The authors have created a sort of anti-Book of Virtues in this encyclopedic compendium of the ways and means of power.

Everyone wants power and everyone is in a constant duplicitous game to gain more power at the expense of others, according to Greene, a screenwriter and former editor at Esquire (Elffers, a book packager, designed the volume, with its attractive marginalia). We live today as courtiers once did in royal courts: we must appear civil while attempting to crush all those around us. This power game can be played well or poorly, and in these 48 laws culled from the history and wisdom of the world’s greatest power players are the rules that must be followed to win. These laws boil down to being as ruthless, selfish, manipulative, and deceitful as possible. Each law, however, gets its own chapter: “Conceal Your Intentions,” “Always Say Less Than Necessary,” “Pose as a Friend, Work as a Spy,” and so on.

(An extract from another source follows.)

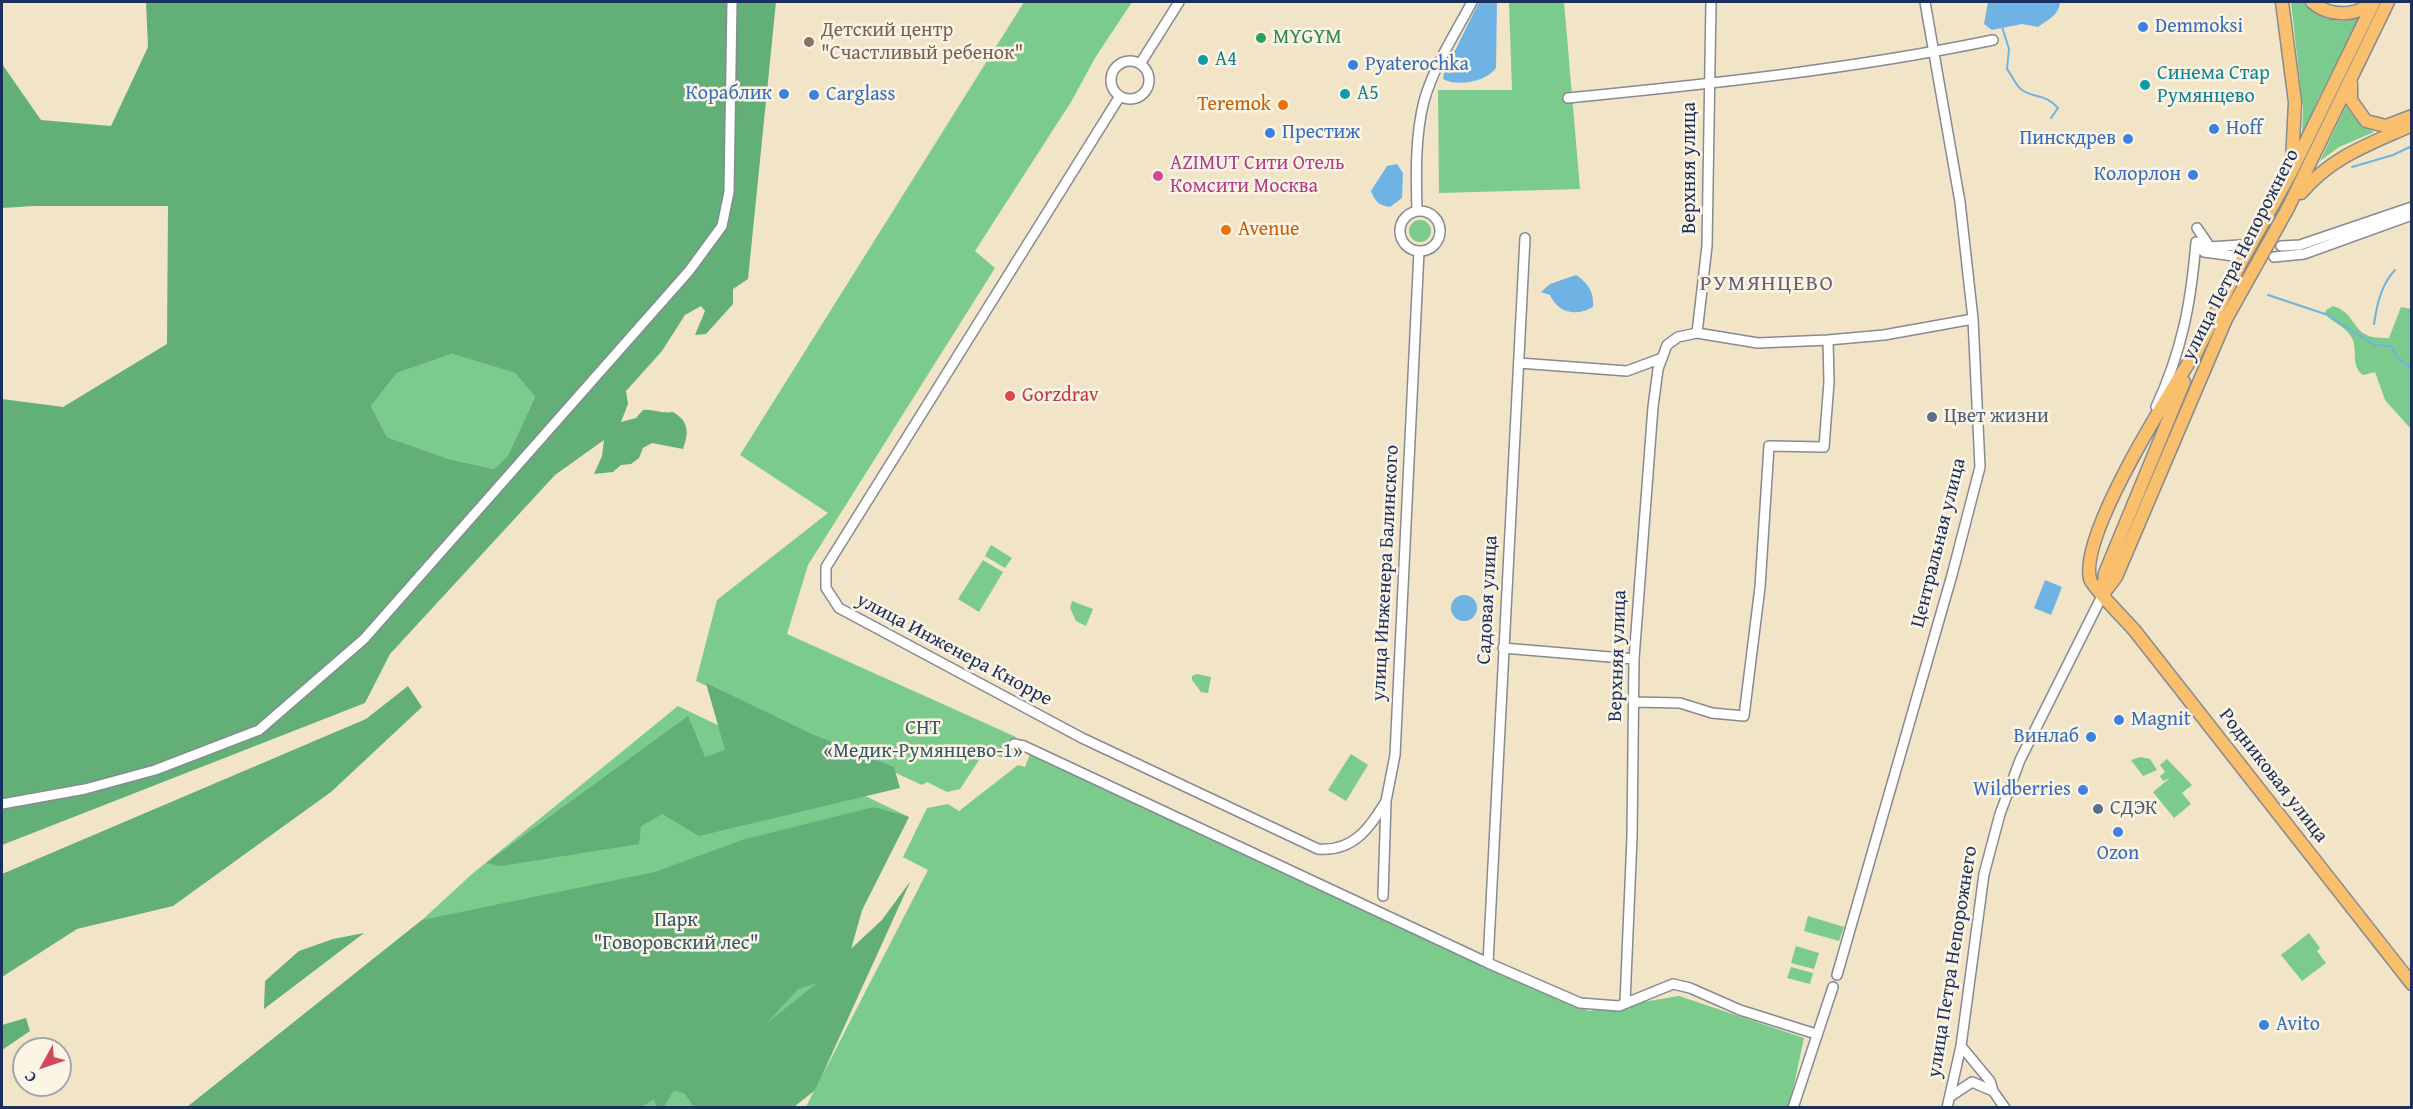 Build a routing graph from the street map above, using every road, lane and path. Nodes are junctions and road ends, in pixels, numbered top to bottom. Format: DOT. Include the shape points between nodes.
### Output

Each chapter is conveniently broken down into sections on what happened to those who transgressed or observed the particular law, the key elements in this law, and ways to defensively reverse this law when it’s used against you. Quotations in the margins amplify the lesson being taught. While compelling in the way an auto accident might be, the book is simply nonsense. Rules often contradict each other. We are told, for instance, to “be conspicuous at all cost,” then told to “behave like others.” More seriously, Greene never really defines “power,” and he merely asserts, rather than offers evidence for, the Hobbesian world of all against all in which he insists we live. The world may be like this at times, but often it isn’t. To ask why this is so would be a far more useful project.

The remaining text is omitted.